# Instructions to follow
Your answer must be an exact copy of the records, minus any pictures.

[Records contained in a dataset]
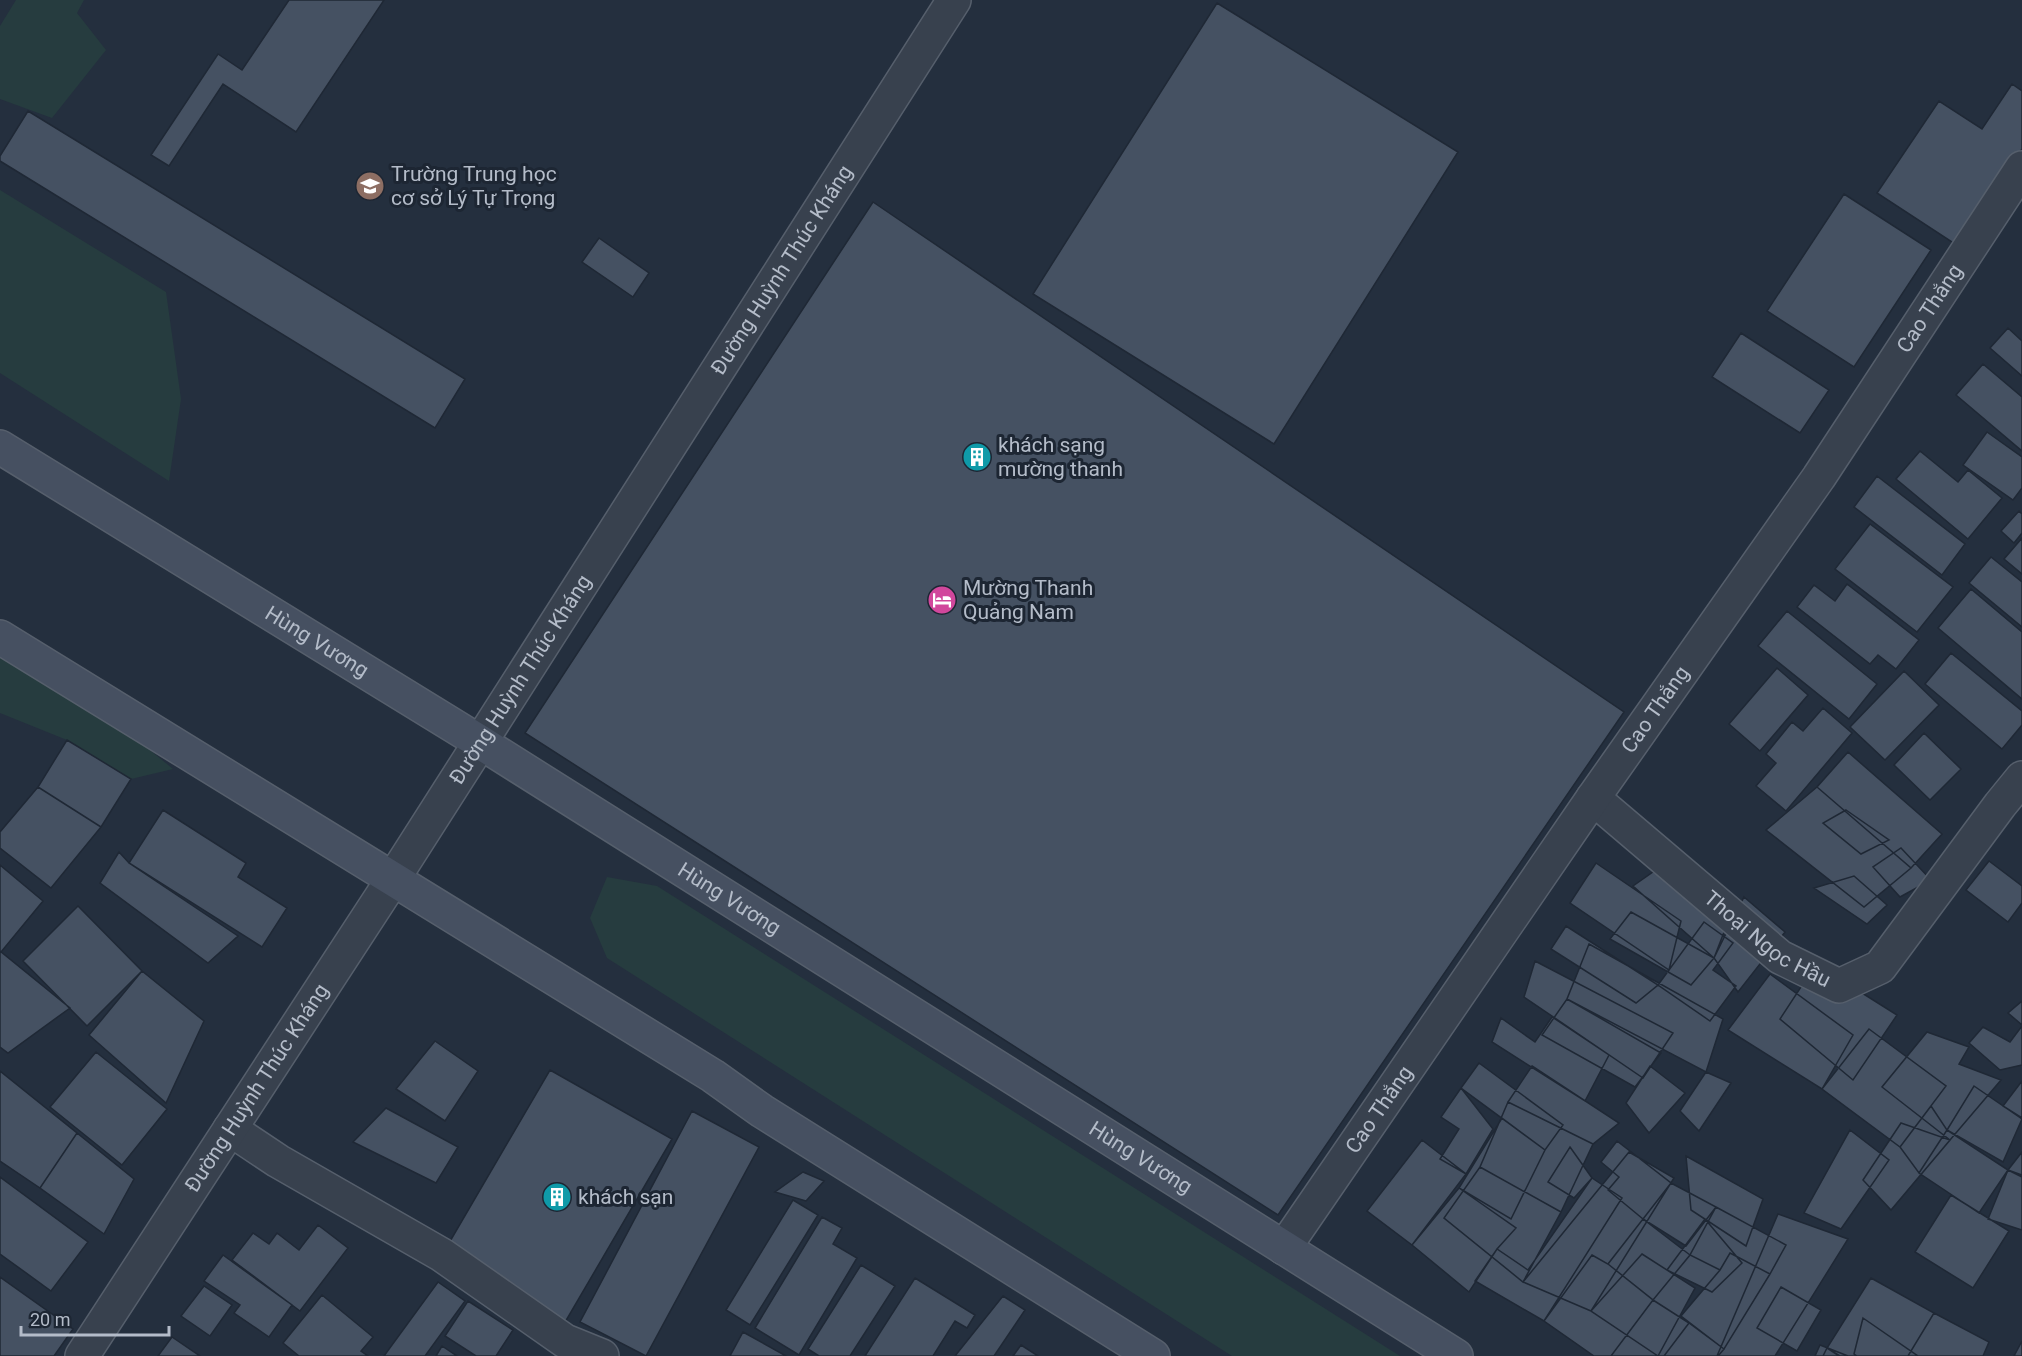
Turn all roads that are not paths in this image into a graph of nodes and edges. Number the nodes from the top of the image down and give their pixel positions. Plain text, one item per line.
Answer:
1 (954, 0) edge
2 (2022, 168) edge
3 (0, 447) edge
4 (0, 637) edge
5 (480, 742) junction
6 (2022, 778) edge
7 (1593, 798) junction
8 (393, 879) junction
9 (231, 1129) junction
10 (1284, 1248) junction
11 (82, 1356) edge
12 (602, 1356) edge
13 (1153, 1356) edge
14 (1456, 1356) edge

1 - 5 street, Đường Huỳnh Thúc Kháng
2 - 7 street, Cao Thắng
3 - 5 main road, Hùng Vương
4 - 8 main road
5 - 8 street, Đường Huỳnh Thúc Kháng
5 - 10 main road, Hùng Vương
6 - 7 street, Thoại Ngọc Hầu
7 - 10 street, Cao Thắng
8 - 9 street, Đường Huỳnh Thúc Kháng
8 - 13 main road
9 - 11 street, Đường Huỳnh Thúc Kháng
9 - 12 street
10 - 14 main road, Hùng Vương

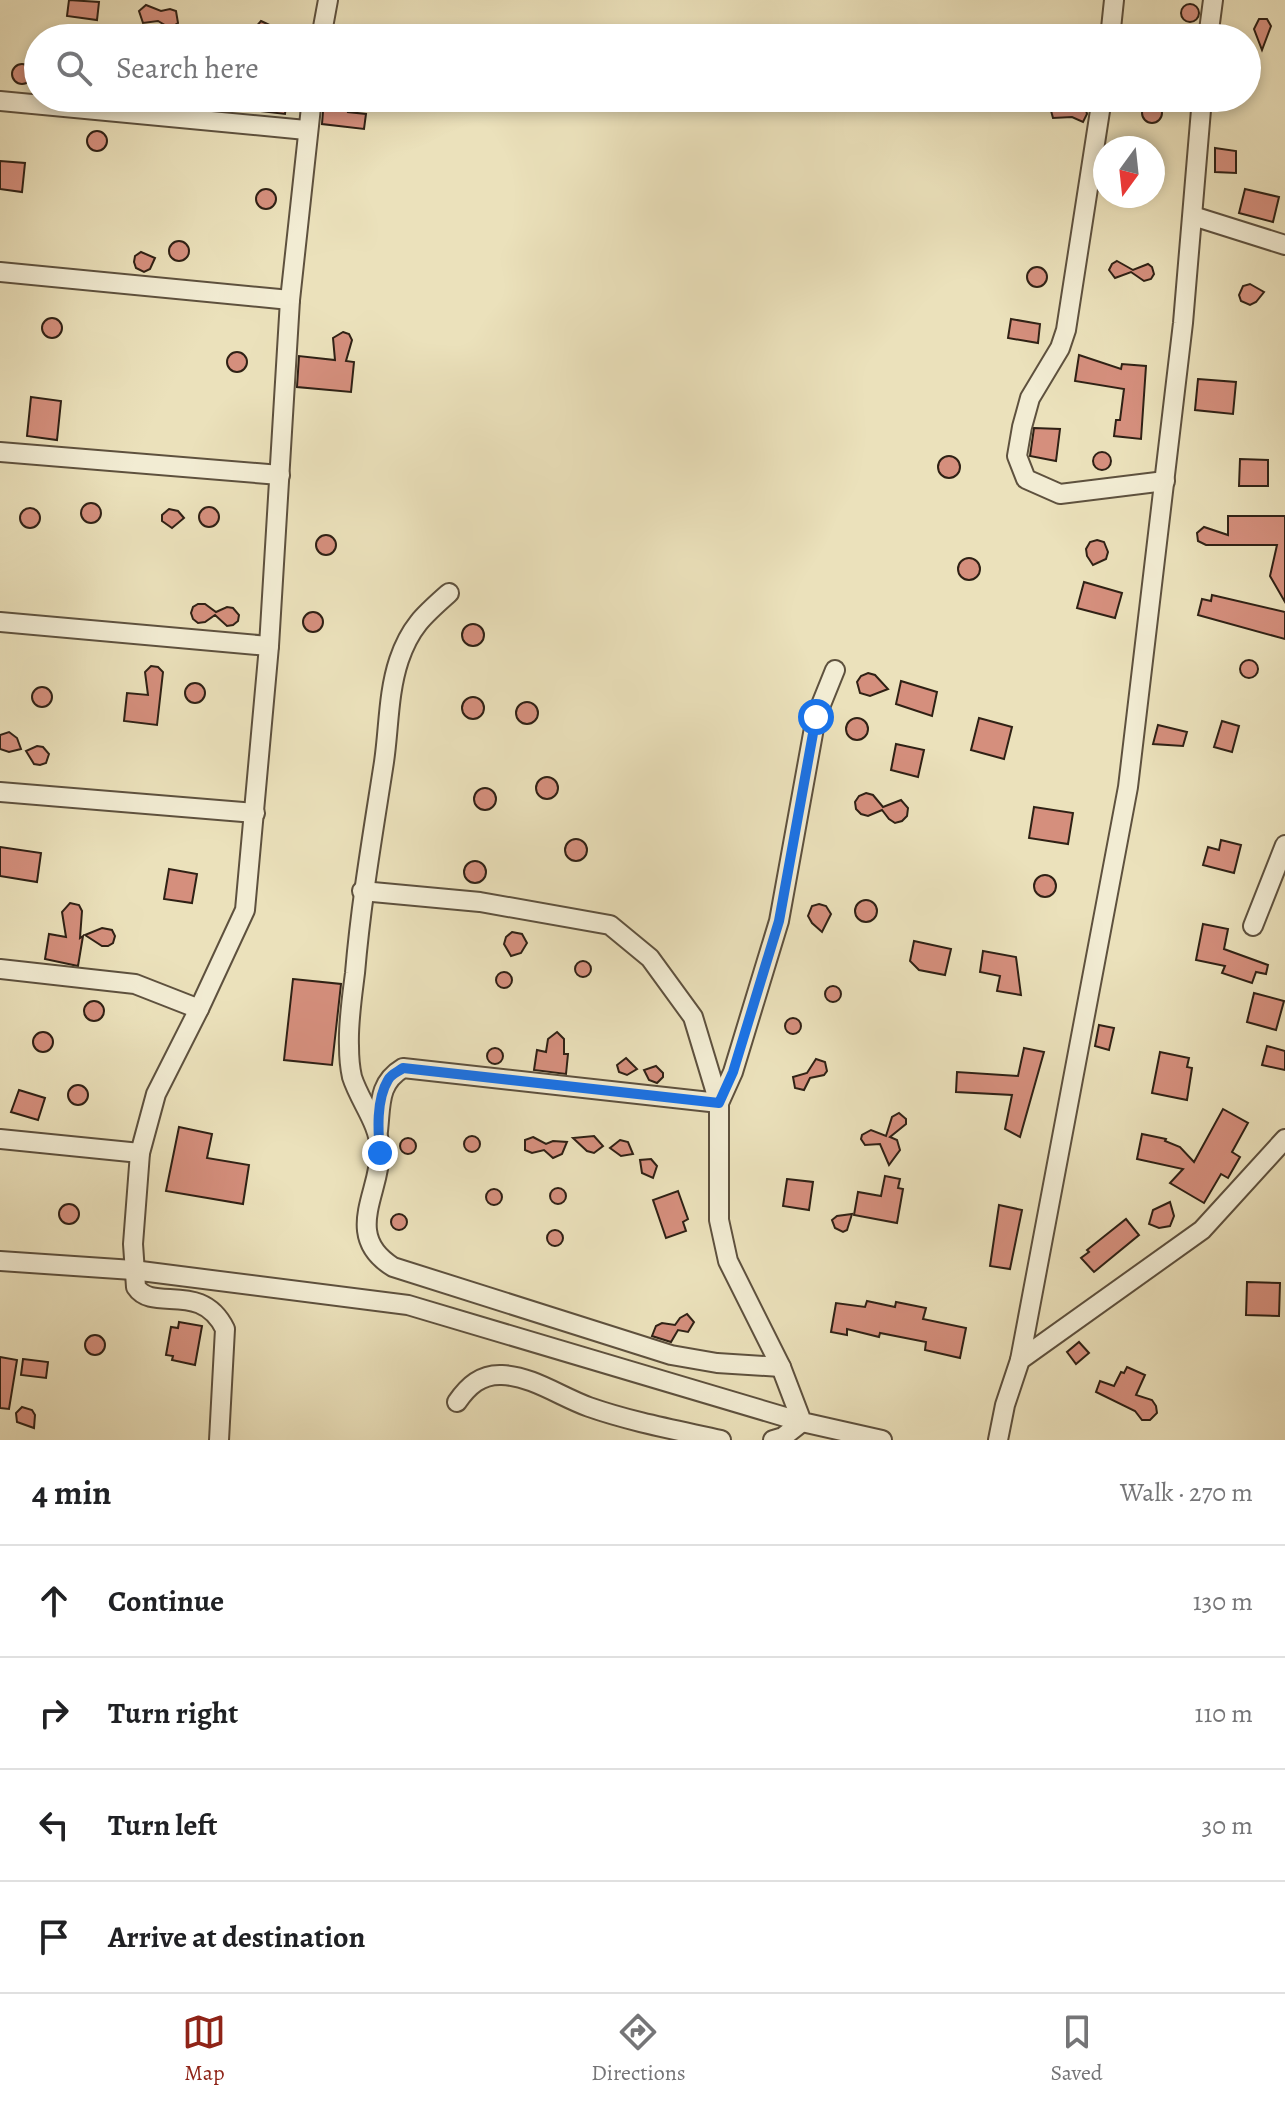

# Output of the exercise
Turn all roads that are not paths in this image into a graph of nodes and edges. Number the nodes from the top of the image down and give their pixel positions. Plain text, one item per line.
Answer:
1 (954, 0) edge
2 (2022, 168) edge
3 (0, 447) edge
4 (0, 637) edge
5 (480, 742) junction
6 (2022, 778) edge
7 (1593, 798) junction
8 (393, 879) junction
9 (231, 1129) junction
10 (1284, 1248) junction
11 (82, 1356) edge
12 (602, 1356) edge
13 (1153, 1356) edge
14 (1456, 1356) edge

1 - 5 street, Đường Huỳnh Thúc Kháng
2 - 7 street, Cao Thắng
3 - 5 main road, Hùng Vương
4 - 8 main road
5 - 8 street, Đường Huỳnh Thúc Kháng
5 - 10 main road, Hùng Vương
6 - 7 street, Thoại Ngọc Hầu
7 - 10 street, Cao Thắng
8 - 9 street, Đường Huỳnh Thúc Kháng
8 - 13 main road
9 - 11 street, Đường Huỳnh Thúc Kháng
9 - 12 street
10 - 14 main road, Hùng Vương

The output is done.